Description du projet

Des mucines intestinales et des réponses épithéliales aux bactéries

Le microbiote intestinal humain est composé des micro-organismes du tube digestif. Certains représentent une bactérie commensale bénéfique, mais d’autres pourraient être des pathobiontes provoquant des inflammations. La couche de mucus intestinal définit comment des membres spécifiques du microbiote affectent la santé et la maladie. La couche de mucus contient des mucines solubles et des mucines transmembranaires épithéliales qui régulent les réponses de l’hôte; les mécanismes moléculaires de ces interactions sont largement inconnus. Le projet Bac2MUC, financé par l’UE, vise à identifier les mécanismes moléculaires par lesquels des espèces bactériennes distinctes régulent les fonctions des mucines transmembranaires dans l’intestin. Des études antérieures ont montré que la mucine MUC1 est un récepteur clé pour l’invasion de Salmonella dans les cellules épithéliales, et que MUC13 est un régulateur central de la formation d’une barrière épithéliale. L’hypothèse actuelle du projet est que les interactions bactéries-mucine définissent les réponses épithéliales en stimulant la formation de barrières, en favorisant l’inflammation ou en intervenant dans l’invasion bactérienne.

Objectif

The intestinal microbiota consists of beneficial commensal bacteria and pathobionts that cause inflammation. The intestinal mucus layer dictates how specific members of the microbiota affect health and disease. The mucus layer consists of soluble mucins and epithelial transmembrane (TM) mucins that regulate host responses. The molecular mechanisms as to how the intestinal microbiota affect the functions of TM mucins is largely unknown. My recent work shows that TM mucin MUC1 is a key receptor for Salmonella invasion into polarized epithelial cells. We also discovered that MUC13 is a central regulator of epithelial barrier formation. I hypothesize that bacteria-mucin interactions shape epithelial responses by stimulating healthy barrier formation, driving inflammation or mediating bacterial invasion.

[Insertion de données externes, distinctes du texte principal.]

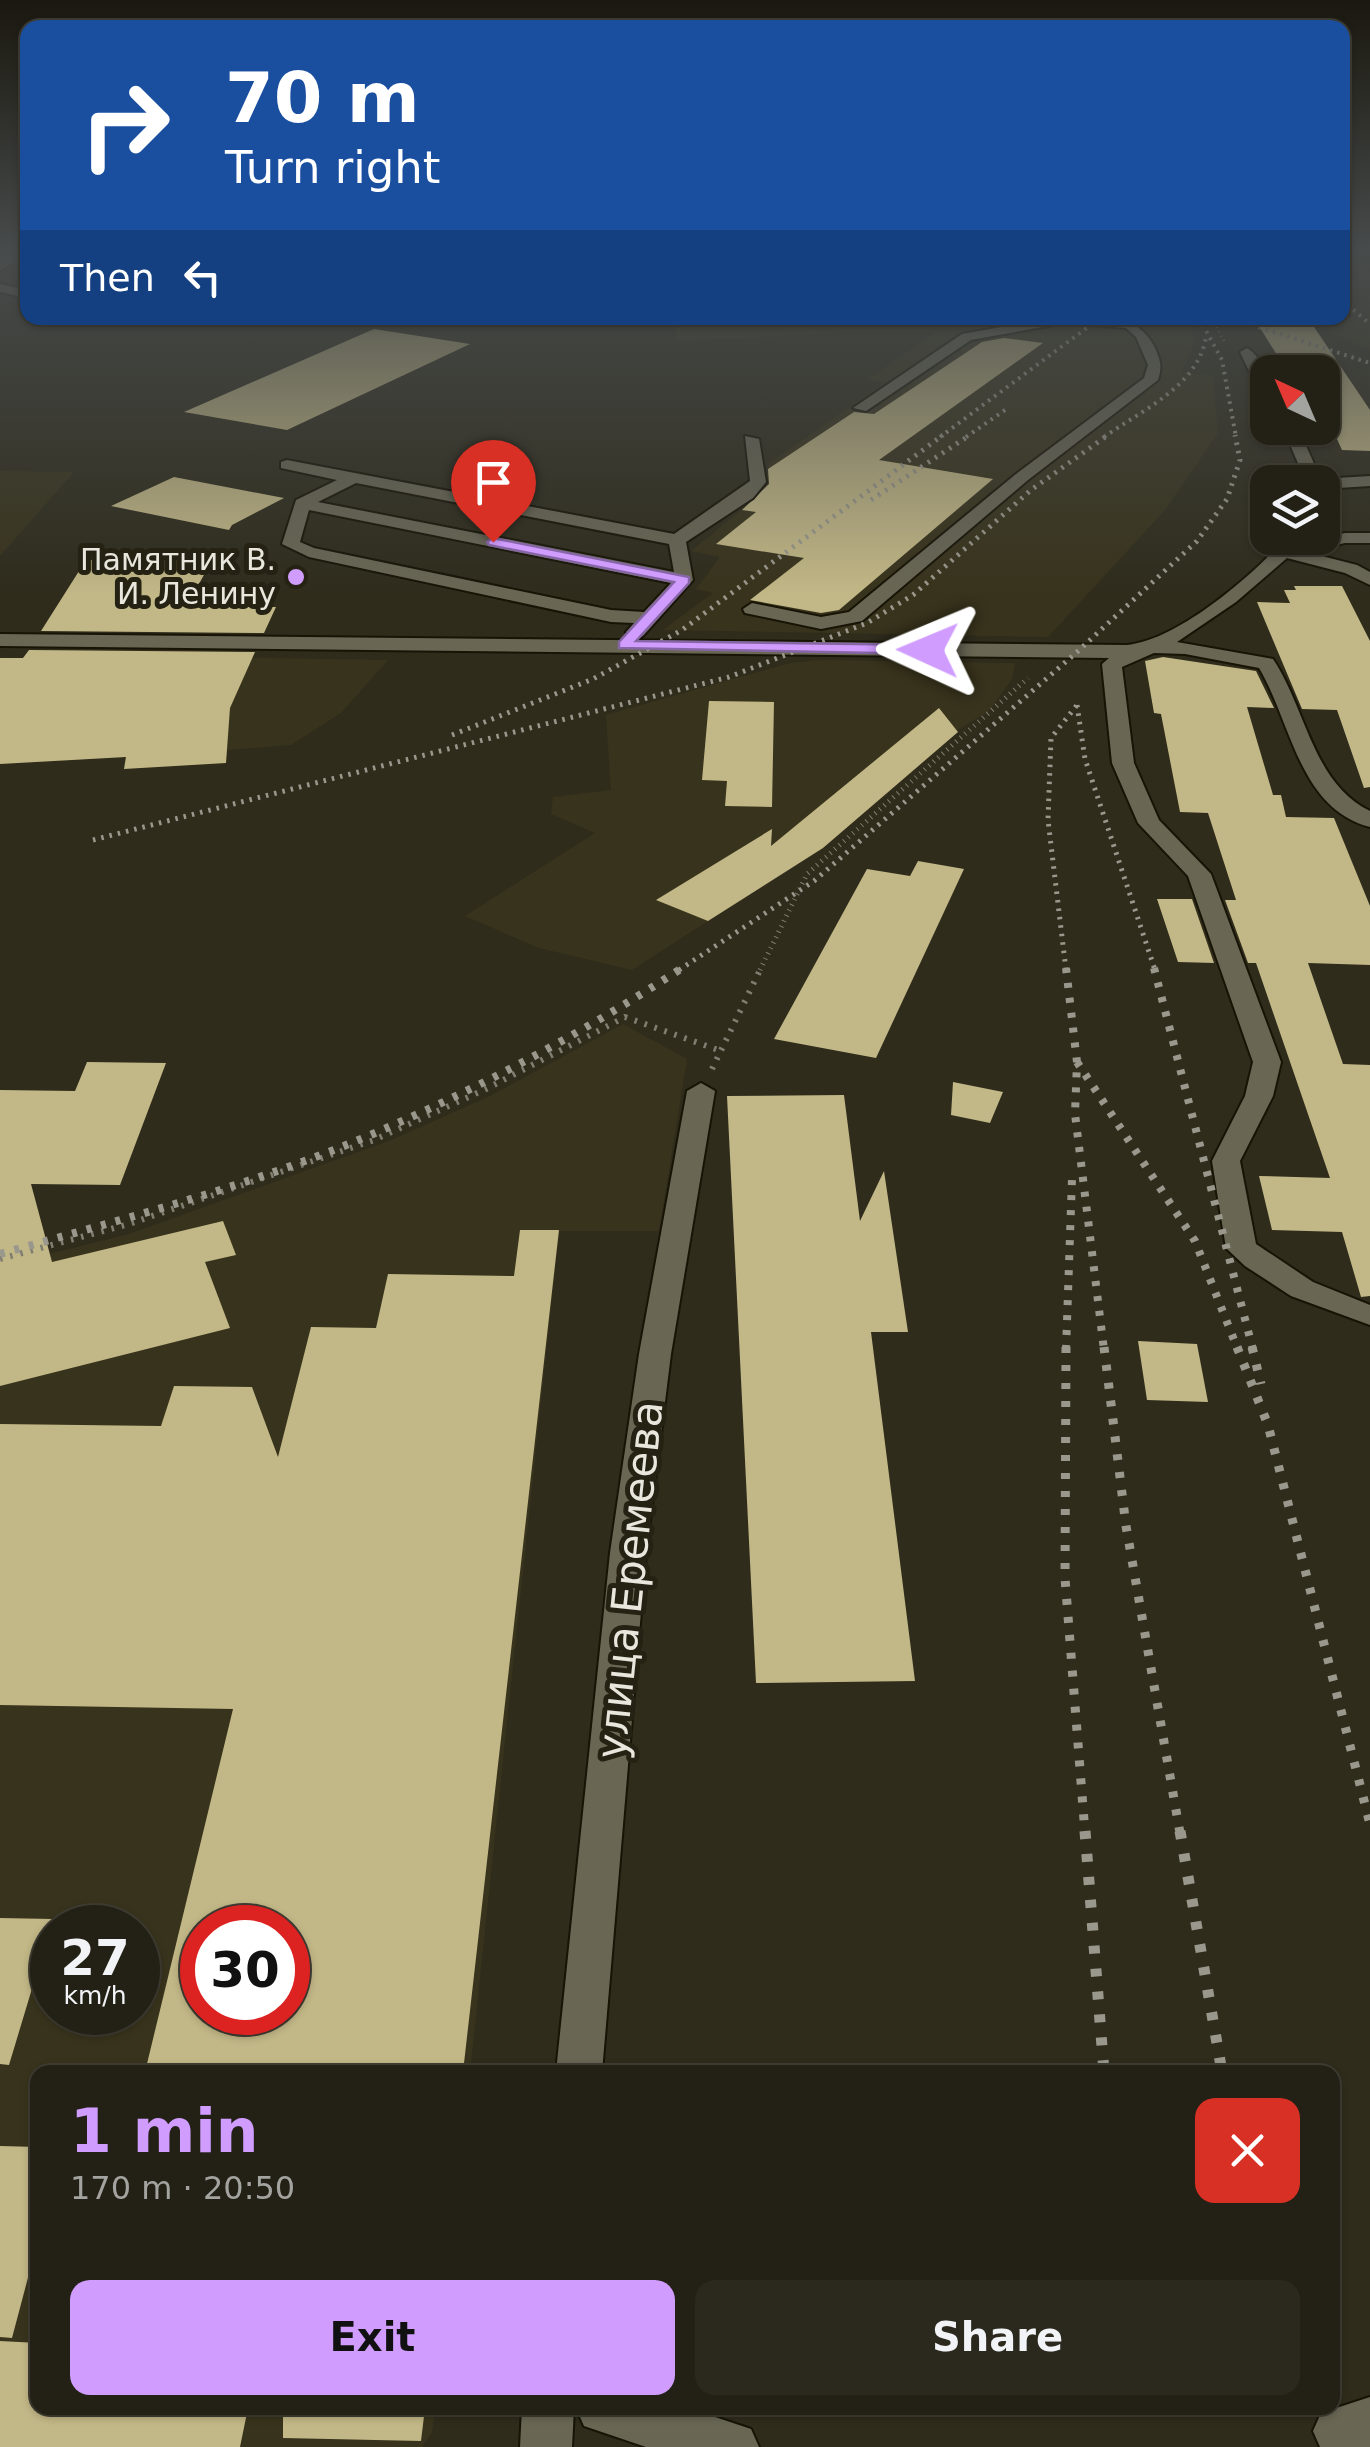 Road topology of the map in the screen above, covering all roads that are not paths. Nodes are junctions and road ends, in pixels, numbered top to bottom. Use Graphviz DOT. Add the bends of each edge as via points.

My aim is to unravel molecular mechanisms via which distinct bacterial species regulate the functions of TM mucins MUC1 and MUC13 in the intestine. The key objectives of Bac2MUC are to: 1. Identify commensal and pathogenic bacteria that target TM mucins 2. Elucidate TM mucin signaling pathways activated by commensal and pathogenic bacteria 3. Determine the function of TM mucins during inflammation and invasion 4. Utilize bacteria-TM mucin interactions to unravel healthy epithelial barrier regulation I will use an innovative large-scale screening platform to identify novel bacteria-mucin interactions. TM mucin signaling pathways during bacterial interaction will be characterized by sortase technology. Cutting-edge technologies such as CRISPR/Cas9 genome editing and advanced microscopy will be applied in established bacterial infection assays with intestinal cell lines and organoids. Bac2MUC is an ambitious and ground-breaking project that will address, for the first time, the complex interplay between intestinal bacteria and TM mucins. This project will contribute to clinical strategies that prevent intestinal inflammation and improve mucosal barrier function.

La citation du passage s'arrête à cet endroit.